(Dataset items)
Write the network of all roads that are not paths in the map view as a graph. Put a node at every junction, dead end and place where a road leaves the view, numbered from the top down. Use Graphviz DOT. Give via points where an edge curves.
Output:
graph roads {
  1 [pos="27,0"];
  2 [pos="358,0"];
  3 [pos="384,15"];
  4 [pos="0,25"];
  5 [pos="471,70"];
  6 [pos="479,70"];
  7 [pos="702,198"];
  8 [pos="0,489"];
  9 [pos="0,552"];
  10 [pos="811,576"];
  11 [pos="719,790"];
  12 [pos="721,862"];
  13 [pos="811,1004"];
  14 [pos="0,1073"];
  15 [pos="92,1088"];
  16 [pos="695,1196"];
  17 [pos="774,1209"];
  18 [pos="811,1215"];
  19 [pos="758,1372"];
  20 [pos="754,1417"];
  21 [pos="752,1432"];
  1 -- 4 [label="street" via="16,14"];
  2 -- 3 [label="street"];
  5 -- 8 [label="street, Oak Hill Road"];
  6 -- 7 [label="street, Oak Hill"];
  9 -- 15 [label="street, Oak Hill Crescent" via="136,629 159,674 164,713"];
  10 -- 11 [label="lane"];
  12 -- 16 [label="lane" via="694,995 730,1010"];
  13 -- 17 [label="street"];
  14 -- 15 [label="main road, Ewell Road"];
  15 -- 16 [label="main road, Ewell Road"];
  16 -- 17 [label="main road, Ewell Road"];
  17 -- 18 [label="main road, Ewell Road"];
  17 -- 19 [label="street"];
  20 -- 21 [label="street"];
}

* * *

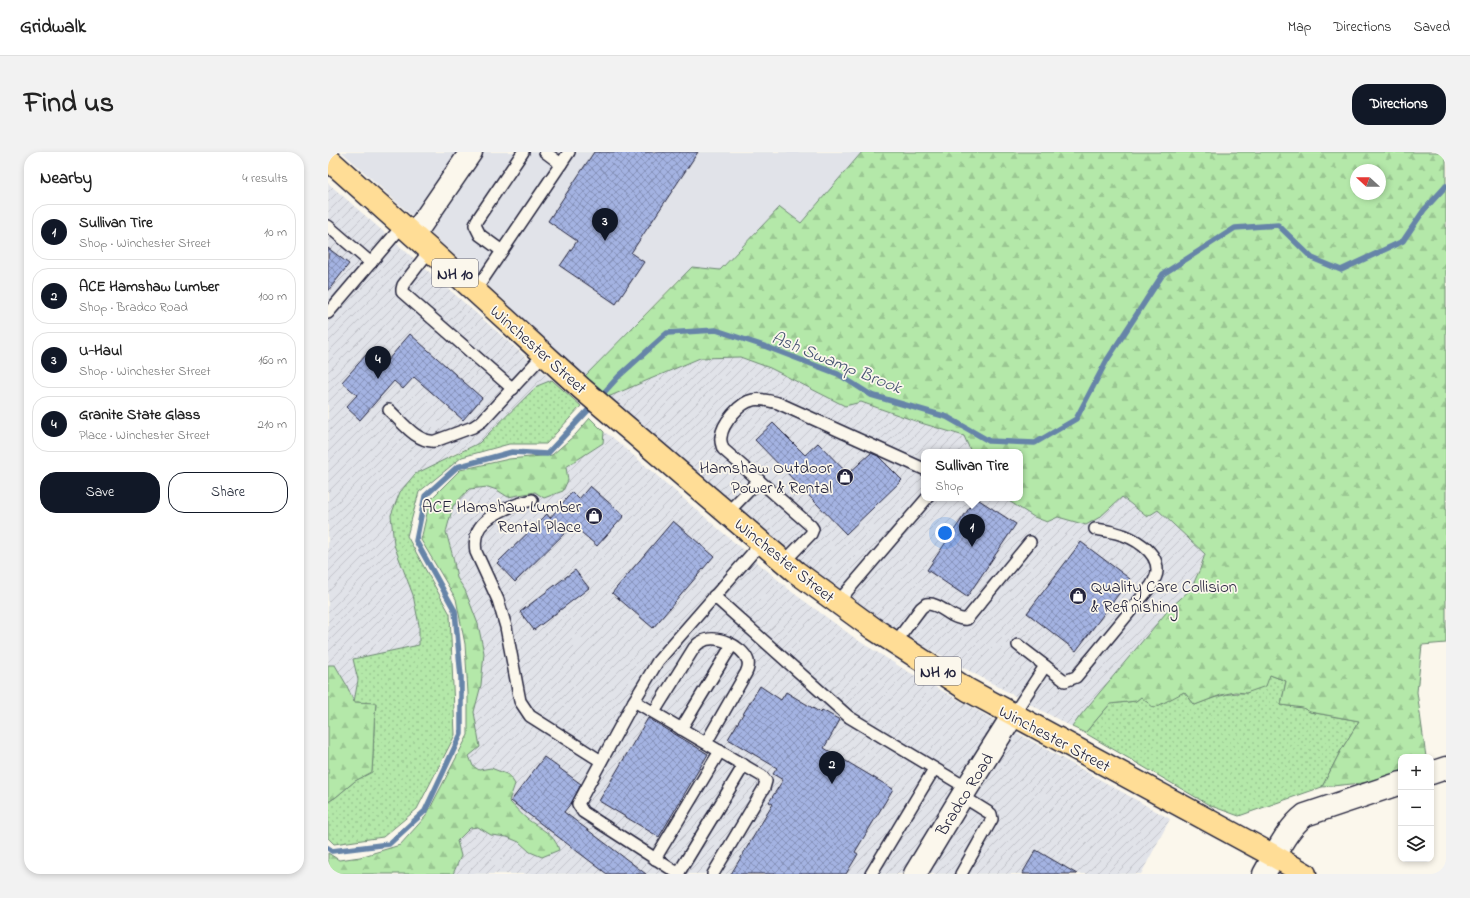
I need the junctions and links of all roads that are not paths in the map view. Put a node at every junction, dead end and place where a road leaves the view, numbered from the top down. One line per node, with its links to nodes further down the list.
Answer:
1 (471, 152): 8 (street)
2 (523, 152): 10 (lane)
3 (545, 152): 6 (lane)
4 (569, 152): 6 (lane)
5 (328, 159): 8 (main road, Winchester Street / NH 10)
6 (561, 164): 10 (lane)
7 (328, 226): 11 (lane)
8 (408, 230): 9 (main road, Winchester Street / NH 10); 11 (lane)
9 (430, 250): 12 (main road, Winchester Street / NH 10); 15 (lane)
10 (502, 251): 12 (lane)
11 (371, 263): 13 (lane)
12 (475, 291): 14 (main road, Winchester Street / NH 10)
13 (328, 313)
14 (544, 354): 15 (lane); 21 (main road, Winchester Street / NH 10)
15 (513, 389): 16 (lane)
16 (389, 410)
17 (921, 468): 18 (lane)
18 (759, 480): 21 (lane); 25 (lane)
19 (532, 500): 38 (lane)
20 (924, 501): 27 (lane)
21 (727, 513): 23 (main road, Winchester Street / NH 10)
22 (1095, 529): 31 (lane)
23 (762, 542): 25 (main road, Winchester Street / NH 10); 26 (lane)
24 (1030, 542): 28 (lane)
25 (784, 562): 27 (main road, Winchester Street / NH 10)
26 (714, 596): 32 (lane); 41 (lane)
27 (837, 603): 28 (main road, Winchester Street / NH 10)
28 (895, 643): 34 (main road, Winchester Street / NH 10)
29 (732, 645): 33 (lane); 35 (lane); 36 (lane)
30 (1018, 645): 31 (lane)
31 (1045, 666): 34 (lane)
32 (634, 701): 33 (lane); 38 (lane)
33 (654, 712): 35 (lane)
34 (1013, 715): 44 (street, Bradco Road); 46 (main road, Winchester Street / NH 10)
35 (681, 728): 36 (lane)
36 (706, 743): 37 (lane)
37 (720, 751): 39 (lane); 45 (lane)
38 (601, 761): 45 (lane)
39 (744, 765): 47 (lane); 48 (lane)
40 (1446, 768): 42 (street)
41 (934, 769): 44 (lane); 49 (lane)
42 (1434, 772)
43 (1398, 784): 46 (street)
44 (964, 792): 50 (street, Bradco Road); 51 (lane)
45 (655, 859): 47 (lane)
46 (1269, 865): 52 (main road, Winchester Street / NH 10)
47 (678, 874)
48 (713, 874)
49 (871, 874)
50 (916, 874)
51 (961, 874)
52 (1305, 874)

:: WORK INSTRUCTION ::
What is the number of lines in the records that contain "from"? Answer with it alone.

:: SOLUTION TO THIS TASK ::
2